Nolan work was often distinguished by vibrant colours and geometric forms.

His parents were Lieutenant Colonel Martin Leo Nolan (the first teacher at the Cadet College there in 1928) and his wife Mary Florence Carroll.

The family relocated to Dublin in 1933, where Nolan later attended Terenure College and the National College of Art in Dublin’s Kildare Street.

Evin Nolan won two Royal Dublin Society-sponsored Taylor Awards in 1954, and another for landscapes, and first exhibited at the Irish Exhibition of Living Art in 1955 and at the Royal Hibernian Academy in 1956, before relocating to London for a few years.

Since 1960s, he was back in Dublin drawing cartoons for Dublin Opinion and other publications, while his art gradually transitioned from watercolours and oil landscapes to abstract art and sculpture.

Evin Nolan first solo show was at the Dublin Painters Gallery in 1963, and he was an active member in the establishment of the Project Arts Centre in Abbey Street in 1966-67.

Over the years, Evin Nolan continued to exhibit at the Irish Exhibition of Living Art, as well as taking part in the annual RHA exhibitions and at the Oireachtas festivals.

Evin Nolan had one-man exhibitions at Dublin’s United Arts Club, Kenny Gallery in Galway, Northern Ireland Arts Gallery in Belfast, the Grafton Gallery in Dublin, as well as at several at the Project and at the Royal Hibernian Academy.

Nolan solo April 1976 show at the Project was opened by Cearbhall Ó Dálaigh, president of Ireland.

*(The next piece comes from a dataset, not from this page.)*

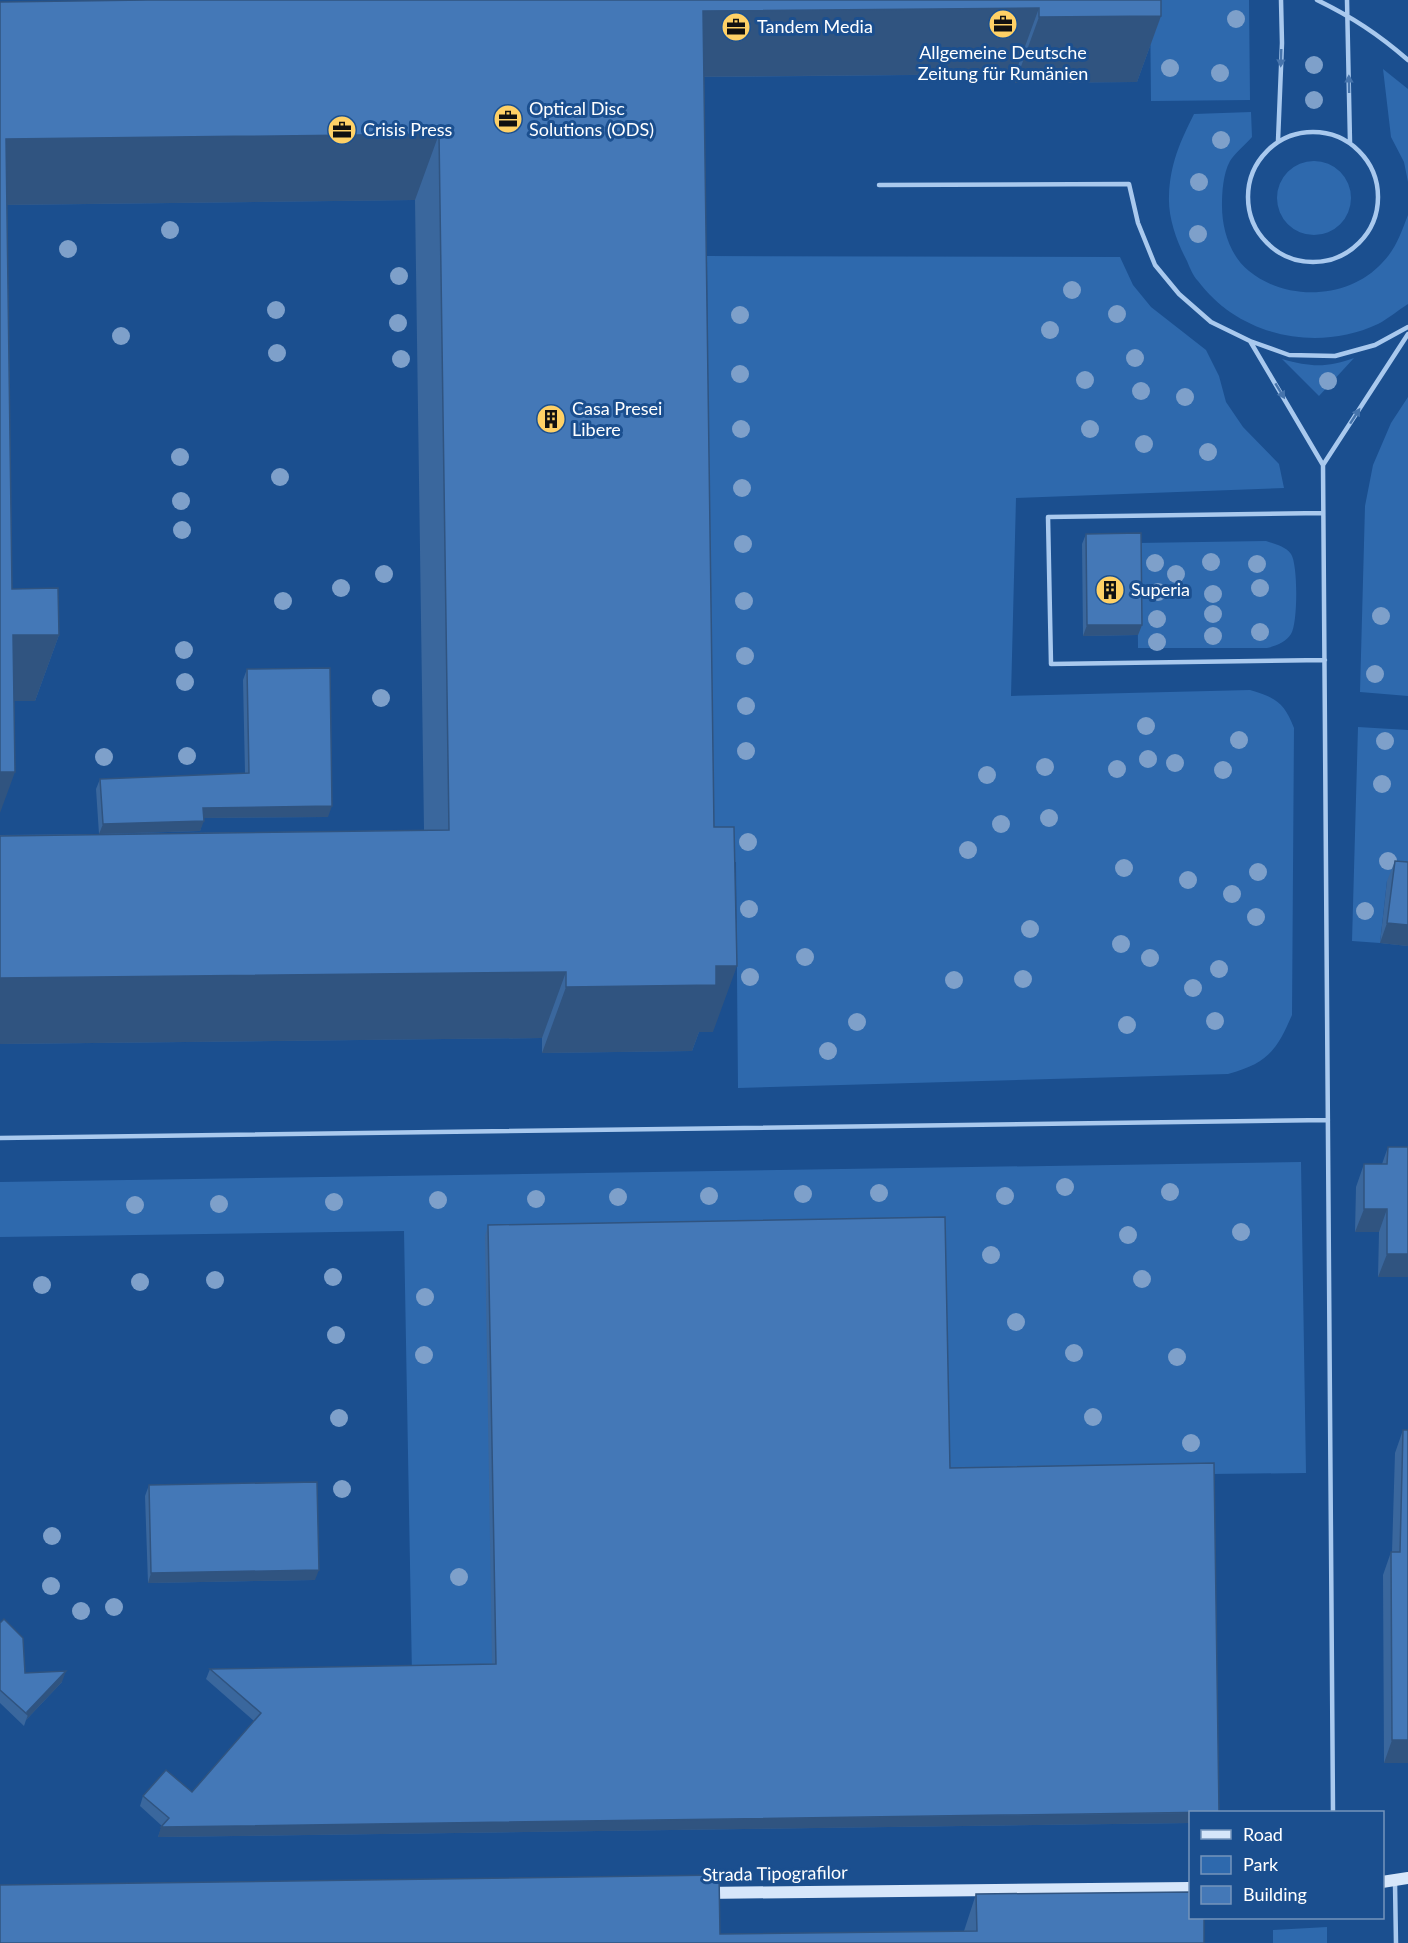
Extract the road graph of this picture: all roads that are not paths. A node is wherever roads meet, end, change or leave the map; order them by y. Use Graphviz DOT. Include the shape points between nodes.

His last show was a major retrospective ‘Works 1984 to 1999’ at the RHA Gallagher Gallery in Dublin in 1999.

He was notable commissions include one for Scott Tallon & Walker Architects, an 18-foot long work for University College Galway, and an outdoor sculpture for Mayo County Council.

Regardless, the Arts Council of Northern Ireland awarded him “Art in Context” First Place in 1975.

For a short while in the 1970s and 1980s he taught at the Dún Laoghaire College of Art and Design.

Evin Nolan work was represented in the collections of the Arts Council of Ireland, the Irish Museum of Modern Art, University College Dublin, National University of Ireland Galway, St James’s Hospital (Dublin), the Bank of Ireland, The National Self-Portrait Collection at the University of Limerick, Raidió Teilifís Éireann, Crawford Art Gallery (Cork), and in numerous private collections.

And the Public installations of his sculpture have included works put on permanent display at Dublin Airport, Castlebar (Co. Mayo), and Jordanstown (Co. Antrim) .

Reportedly of his own oeuvre Nolan said, “My works are a unity of painting and sculpture: spatial-colour-structure.

He had a lifelong passion for physics and astronomy; two of his uncles, JJ Nolan and PJ Nolan, were prominent physicists.

Evin also wrote an unpublished humourous play, in which Eratosthenes’ ancient Greek quest to calculate the circumference of the Earth was placed in a Dublin context.

Evin Nolan passed away at 86 years old.